Problem to solve:
Please copy each line of the listing below precisely, excluding the images.
------------
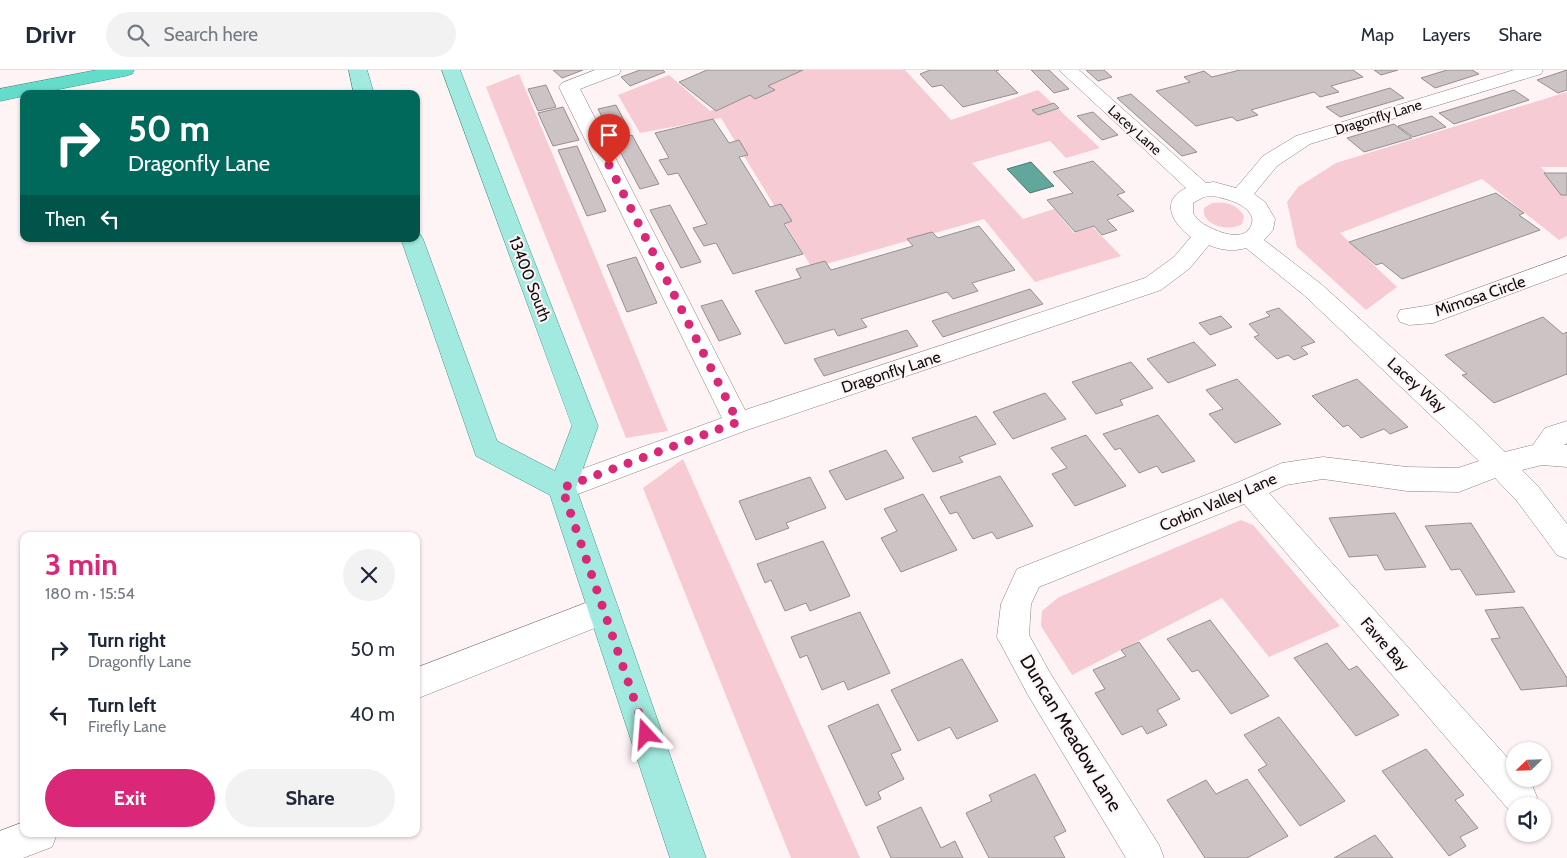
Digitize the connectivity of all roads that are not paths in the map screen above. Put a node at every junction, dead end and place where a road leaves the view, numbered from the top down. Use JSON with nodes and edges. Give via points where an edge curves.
{"nodes":[{"id":1,"x":125,"y":70,"type":"edge"},
{"id":2,"x":358,"y":70,"type":"edge"},
{"id":3,"x":450,"y":70,"type":"edge"},
{"id":4,"x":612,"y":70,"type":"edge"},
{"id":5,"x":1068,"y":70,"type":"edge"},
{"id":6,"x":1534,"y":70,"type":"edge"},
{"id":7,"x":20,"y":90,"type":"edge"},
{"id":8,"x":21,"y":90,"type":"edge"},
{"id":9,"x":363,"y":90,"type":"edge"},
{"id":10,"x":0,"y":94,"type":"edge"},
{"id":11,"x":1201,"y":190,"type":"junction"},
{"id":12,"x":1240,"y":196,"type":"junction"},
{"id":13,"x":1204,"y":235,"type":"junction"},
{"id":14,"x":1250,"y":240,"type":"junction"},
{"id":15,"x":413,"y":242,"type":"edge"},
{"id":16,"x":1562,"y":273,"type":"edge"},
{"id":17,"x":1409,"y":316,"type":"dead end"},
{"id":18,"x":738,"y":422,"type":"junction"},
{"id":19,"x":1567,"y":432,"type":"edge"},
{"id":20,"x":1554,"y":455,"type":"edge"},
{"id":21,"x":1502,"y":464,"type":"junction"},
{"id":22,"x":562,"y":488,"type":"junction"},
{"id":23,"x":1249,"y":490,"type":"junction"},
{"id":24,"x":1567,"y":546,"type":"edge"},
{"id":25,"x":1016,"y":604,"type":"joint"},
{"id":26,"x":604,"y":610,"type":"junction"},
{"id":27,"x":420,"y":682,"type":"edge"},
{"id":28,"x":1520,"y":797,"type":"dead end"},
{"id":29,"x":31,"y":837,"type":"edge"},
{"id":30,"x":0,"y":849,"type":"edge"},
{"id":31,"x":688,"y":858,"type":"edge"},
{"id":32,"x":1146,"y":858,"type":"edge"}],
"edges":[{"from":1,"to":8,"type":"highway"},
{"from":2,"to":9,"type":"main road"},
{"from":3,"to":22,"type":"main road","name":"13400 South","via":[[585,426]]},
{"from":4,"to":18,"type":"street","via":[[569,87]]},
{"from":5,"to":11,"type":"street","name":"Lacey Lane"},
{"from":6,"to":12,"type":"street","name":"Dragonfly Lane","via":[[1303,140],[1270,161]]},
{"from":7,"to":10,"type":"highway"},
{"from":11,"to":12,"type":"street"},
{"from":11,"to":13,"type":"street","via":[[1183,200],[1181,209],[1191,227]]},
{"from":12,"to":14,"type":"street","via":[[1252,202],[1264,219],[1264,228]]},
{"from":13,"to":14,"type":"street","via":[[1227,242]]},
{"from":13,"to":18,"type":"street","name":"Dragonfly Lane","via":[[1180,265],[1154,284]]},
{"from":14,"to":21,"type":"street","name":"Lacey Way","via":[[1313,290]]},
{"from":15,"to":22,"type":"main road","via":[[486,448]]},
{"from":16,"to":17,"type":"street","name":"Mimosa Circle","via":[[1433,314]]},
{"from":18,"to":22,"type":"street","name":"Dragonfly Lane"},
{"from":19,"to":20,"type":"street","via":[[1555,436]]},
{"from":20,"to":21,"type":"street","name":"Corbin Valley Lane"},
{"from":21,"to":23,"type":"street","name":"Corbin Valley Lane","via":[[1458,480],[1407,479],[1323,468],[1282,474]]},
{"from":21,"to":24,"type":"street","name":"Lacey Way"},
{"from":22,"to":26,"type":"main road"},
{"from":23,"to":25,"type":"street","name":"Corbin Valley Lane","via":[[1028,578]]},
{"from":23,"to":28,"type":"street","name":"Favre Bay"},
{"from":25,"to":32,"type":"street","name":"Duncan Meadow Lane","via":[[1013,637]]},
{"from":26,"to":27,"type":"street"},
{"from":26,"to":31,"type":"main road"},
{"from":29,"to":30,"type":"street"}]}
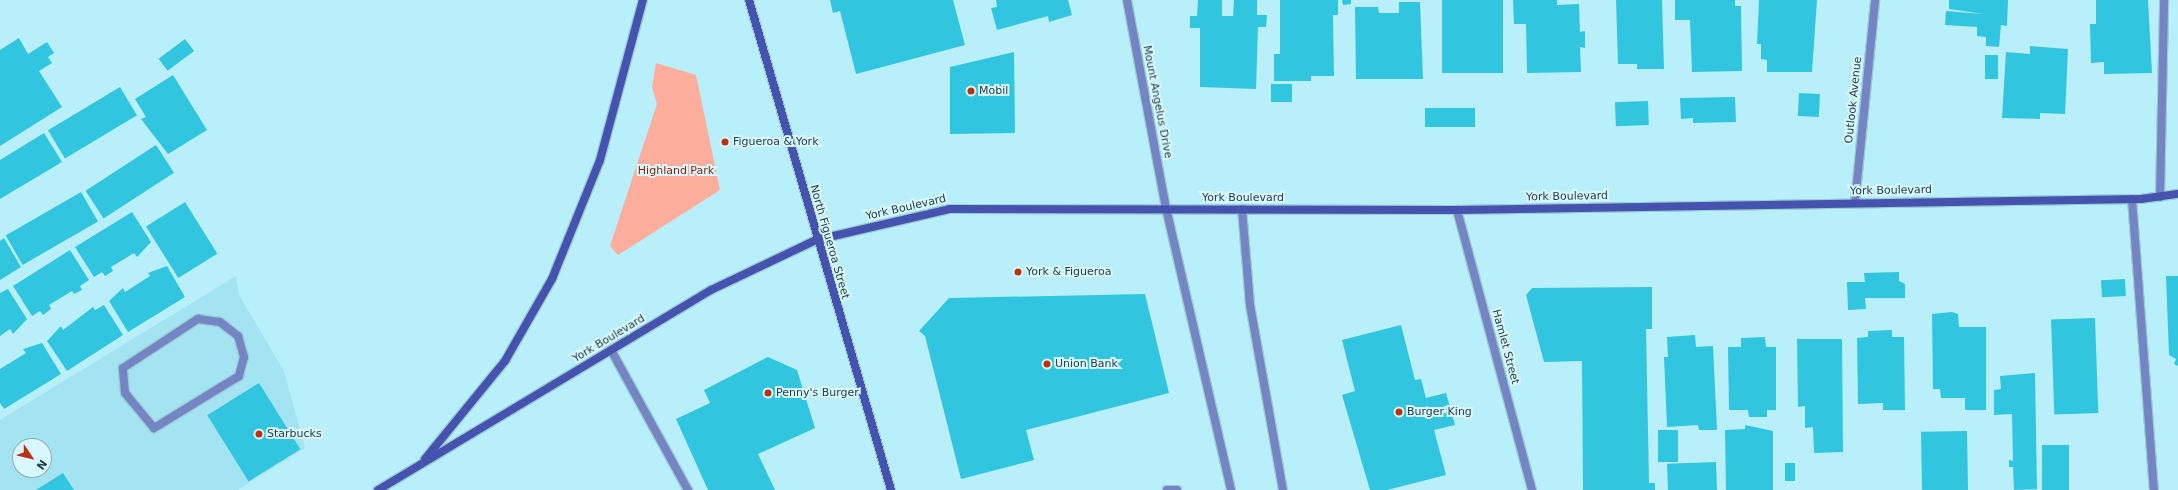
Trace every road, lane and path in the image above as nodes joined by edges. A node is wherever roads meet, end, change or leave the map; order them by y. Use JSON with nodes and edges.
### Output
{"nodes":[{"id":1,"x":644,"y":0,"type":"edge"},
{"id":2,"x":749,"y":0,"type":"edge"},
{"id":3,"x":1127,"y":0,"type":"edge"},
{"id":4,"x":1875,"y":0,"type":"edge"},
{"id":5,"x":2164,"y":0,"type":"edge"},
{"id":6,"x":2178,"y":194,"type":"edge"},
{"id":7,"x":2160,"y":197,"type":"junction"},
{"id":8,"x":2132,"y":199,"type":"junction"},
{"id":9,"x":1855,"y":202,"type":"junction"},
{"id":10,"x":1166,"y":208,"type":"junction"},
{"id":11,"x":1242,"y":208,"type":"junction"},
{"id":12,"x":1457,"y":210,"type":"junction"},
{"id":13,"x":816,"y":240,"type":"junction"},
{"id":14,"x":611,"y":350,"type":"junction"},
{"id":15,"x":154,"y":428,"type":"joint"},
{"id":16,"x":422,"y":463,"type":"junction"},
{"id":17,"x":378,"y":490,"type":"edge"},
{"id":18,"x":688,"y":490,"type":"edge"},
{"id":19,"x":891,"y":490,"type":"edge"},
{"id":20,"x":1167,"y":490,"type":"edge"},
{"id":21,"x":1178,"y":490,"type":"edge"},
{"id":22,"x":1231,"y":490,"type":"edge"},
{"id":23,"x":1283,"y":490,"type":"edge"},
{"id":24,"x":1532,"y":490,"type":"edge"},
{"id":25,"x":2154,"y":490,"type":"edge"}],
"edges":[{"from":1,"to":16,"type":"main road"},
{"from":2,"to":13,"type":"main road","name":"North Figueroa Street"},
{"from":3,"to":10,"type":"street","name":"Mount Angelus Drive"},
{"from":4,"to":9,"type":"street","name":"Outlook Avenue"},
{"from":5,"to":7,"type":"street"},
{"from":6,"to":7,"type":"main road","name":"York Boulevard"},
{"from":7,"to":8,"type":"main road","name":"York Boulevard"},
{"from":8,"to":9,"type":"main road","name":"York Boulevard"},
{"from":8,"to":25,"type":"street"},
{"from":9,"to":12,"type":"main road","name":"York Boulevard"},
{"from":10,"to":11,"type":"main road","name":"York Boulevard"},
{"from":10,"to":13,"type":"main road","name":"York Boulevard"},
{"from":10,"to":22,"type":"street","name":"Mount Angelus Drive"},
{"from":11,"to":12,"type":"main road","name":"York Boulevard"},
{"from":11,"to":23,"type":"street"},
{"from":12,"to":24,"type":"street","name":"Hamlet Street"},
{"from":13,"to":14,"type":"main road","name":"York Boulevard"},
{"from":13,"to":19,"type":"main road","name":"North Figueroa Street"},
{"from":14,"to":16,"type":"main road","name":"York Boulevard"},
{"from":14,"to":18,"type":"street"},
{"from":15,"to":15,"type":"street"},
{"from":16,"to":17,"type":"main road","name":"York Boulevard"},
{"from":20,"to":21,"type":"street"}]}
------------
Result of this exercise:
Digitize the connectivity of all roads that are not paths in the map screen above. Put a node at every junction, dead end and place where a road leaves the view, numbered from the top down. Use JSON with nodes and edges. Give via points where an edge curves.
{"nodes":[{"id":1,"x":125,"y":70,"type":"edge"},
{"id":2,"x":358,"y":70,"type":"edge"},
{"id":3,"x":450,"y":70,"type":"edge"},
{"id":4,"x":612,"y":70,"type":"edge"},
{"id":5,"x":1068,"y":70,"type":"edge"},
{"id":6,"x":1534,"y":70,"type":"edge"},
{"id":7,"x":20,"y":90,"type":"edge"},
{"id":8,"x":21,"y":90,"type":"edge"},
{"id":9,"x":363,"y":90,"type":"edge"},
{"id":10,"x":0,"y":94,"type":"edge"},
{"id":11,"x":1201,"y":190,"type":"junction"},
{"id":12,"x":1240,"y":196,"type":"junction"},
{"id":13,"x":1204,"y":235,"type":"junction"},
{"id":14,"x":1250,"y":240,"type":"junction"},
{"id":15,"x":413,"y":242,"type":"edge"},
{"id":16,"x":1562,"y":273,"type":"edge"},
{"id":17,"x":1409,"y":316,"type":"dead end"},
{"id":18,"x":738,"y":422,"type":"junction"},
{"id":19,"x":1567,"y":432,"type":"edge"},
{"id":20,"x":1554,"y":455,"type":"edge"},
{"id":21,"x":1502,"y":464,"type":"junction"},
{"id":22,"x":562,"y":488,"type":"junction"},
{"id":23,"x":1249,"y":490,"type":"junction"},
{"id":24,"x":1567,"y":546,"type":"edge"},
{"id":25,"x":1016,"y":604,"type":"joint"},
{"id":26,"x":604,"y":610,"type":"junction"},
{"id":27,"x":420,"y":682,"type":"edge"},
{"id":28,"x":1520,"y":797,"type":"dead end"},
{"id":29,"x":31,"y":837,"type":"edge"},
{"id":30,"x":0,"y":849,"type":"edge"},
{"id":31,"x":688,"y":858,"type":"edge"},
{"id":32,"x":1146,"y":858,"type":"edge"}],
"edges":[{"from":1,"to":8,"type":"highway"},
{"from":2,"to":9,"type":"main road"},
{"from":3,"to":22,"type":"main road","name":"13400 South","via":[[585,426]]},
{"from":4,"to":18,"type":"street","via":[[569,87]]},
{"from":5,"to":11,"type":"street","name":"Lacey Lane"},
{"from":6,"to":12,"type":"street","name":"Dragonfly Lane","via":[[1303,140],[1270,161]]},
{"from":7,"to":10,"type":"highway"},
{"from":11,"to":12,"type":"street"},
{"from":11,"to":13,"type":"street","via":[[1183,200],[1181,209],[1191,227]]},
{"from":12,"to":14,"type":"street","via":[[1252,202],[1264,219],[1264,228]]},
{"from":13,"to":14,"type":"street","via":[[1227,242]]},
{"from":13,"to":18,"type":"street","name":"Dragonfly Lane","via":[[1180,265],[1154,284]]},
{"from":14,"to":21,"type":"street","name":"Lacey Way","via":[[1313,290]]},
{"from":15,"to":22,"type":"main road","via":[[486,448]]},
{"from":16,"to":17,"type":"street","name":"Mimosa Circle","via":[[1433,314]]},
{"from":18,"to":22,"type":"street","name":"Dragonfly Lane"},
{"from":19,"to":20,"type":"street","via":[[1555,436]]},
{"from":20,"to":21,"type":"street","name":"Corbin Valley Lane"},
{"from":21,"to":23,"type":"street","name":"Corbin Valley Lane","via":[[1458,480],[1407,479],[1323,468],[1282,474]]},
{"from":21,"to":24,"type":"street","name":"Lacey Way"},
{"from":22,"to":26,"type":"main road"},
{"from":23,"to":25,"type":"street","name":"Corbin Valley Lane","via":[[1028,578]]},
{"from":23,"to":28,"type":"street","name":"Favre Bay"},
{"from":25,"to":32,"type":"street","name":"Duncan Meadow Lane","via":[[1013,637]]},
{"from":26,"to":27,"type":"street"},
{"from":26,"to":31,"type":"main road"},
{"from":29,"to":30,"type":"street"}]}
Trace every road, lane and path in the image above as nodes joined by edges. A node is wherever roads meet, end, change or leave the map; order them by y. Use JSON with nodes and edges.
### Output
{"nodes":[{"id":1,"x":644,"y":0,"type":"edge"},
{"id":2,"x":749,"y":0,"type":"edge"},
{"id":3,"x":1127,"y":0,"type":"edge"},
{"id":4,"x":1875,"y":0,"type":"edge"},
{"id":5,"x":2164,"y":0,"type":"edge"},
{"id":6,"x":2178,"y":194,"type":"edge"},
{"id":7,"x":2160,"y":197,"type":"junction"},
{"id":8,"x":2132,"y":199,"type":"junction"},
{"id":9,"x":1855,"y":202,"type":"junction"},
{"id":10,"x":1166,"y":208,"type":"junction"},
{"id":11,"x":1242,"y":208,"type":"junction"},
{"id":12,"x":1457,"y":210,"type":"junction"},
{"id":13,"x":816,"y":240,"type":"junction"},
{"id":14,"x":611,"y":350,"type":"junction"},
{"id":15,"x":154,"y":428,"type":"joint"},
{"id":16,"x":422,"y":463,"type":"junction"},
{"id":17,"x":378,"y":490,"type":"edge"},
{"id":18,"x":688,"y":490,"type":"edge"},
{"id":19,"x":891,"y":490,"type":"edge"},
{"id":20,"x":1167,"y":490,"type":"edge"},
{"id":21,"x":1178,"y":490,"type":"edge"},
{"id":22,"x":1231,"y":490,"type":"edge"},
{"id":23,"x":1283,"y":490,"type":"edge"},
{"id":24,"x":1532,"y":490,"type":"edge"},
{"id":25,"x":2154,"y":490,"type":"edge"}],
"edges":[{"from":1,"to":16,"type":"main road"},
{"from":2,"to":13,"type":"main road","name":"North Figueroa Street"},
{"from":3,"to":10,"type":"street","name":"Mount Angelus Drive"},
{"from":4,"to":9,"type":"street","name":"Outlook Avenue"},
{"from":5,"to":7,"type":"street"},
{"from":6,"to":7,"type":"main road","name":"York Boulevard"},
{"from":7,"to":8,"type":"main road","name":"York Boulevard"},
{"from":8,"to":9,"type":"main road","name":"York Boulevard"},
{"from":8,"to":25,"type":"street"},
{"from":9,"to":12,"type":"main road","name":"York Boulevard"},
{"from":10,"to":11,"type":"main road","name":"York Boulevard"},
{"from":10,"to":13,"type":"main road","name":"York Boulevard"},
{"from":10,"to":22,"type":"street","name":"Mount Angelus Drive"},
{"from":11,"to":12,"type":"main road","name":"York Boulevard"},
{"from":11,"to":23,"type":"street"},
{"from":12,"to":24,"type":"street","name":"Hamlet Street"},
{"from":13,"to":14,"type":"main road","name":"York Boulevard"},
{"from":13,"to":19,"type":"main road","name":"North Figueroa Street"},
{"from":14,"to":16,"type":"main road","name":"York Boulevard"},
{"from":14,"to":18,"type":"street"},
{"from":15,"to":15,"type":"street"},
{"from":16,"to":17,"type":"main road","name":"York Boulevard"},
{"from":20,"to":21,"type":"street"}]}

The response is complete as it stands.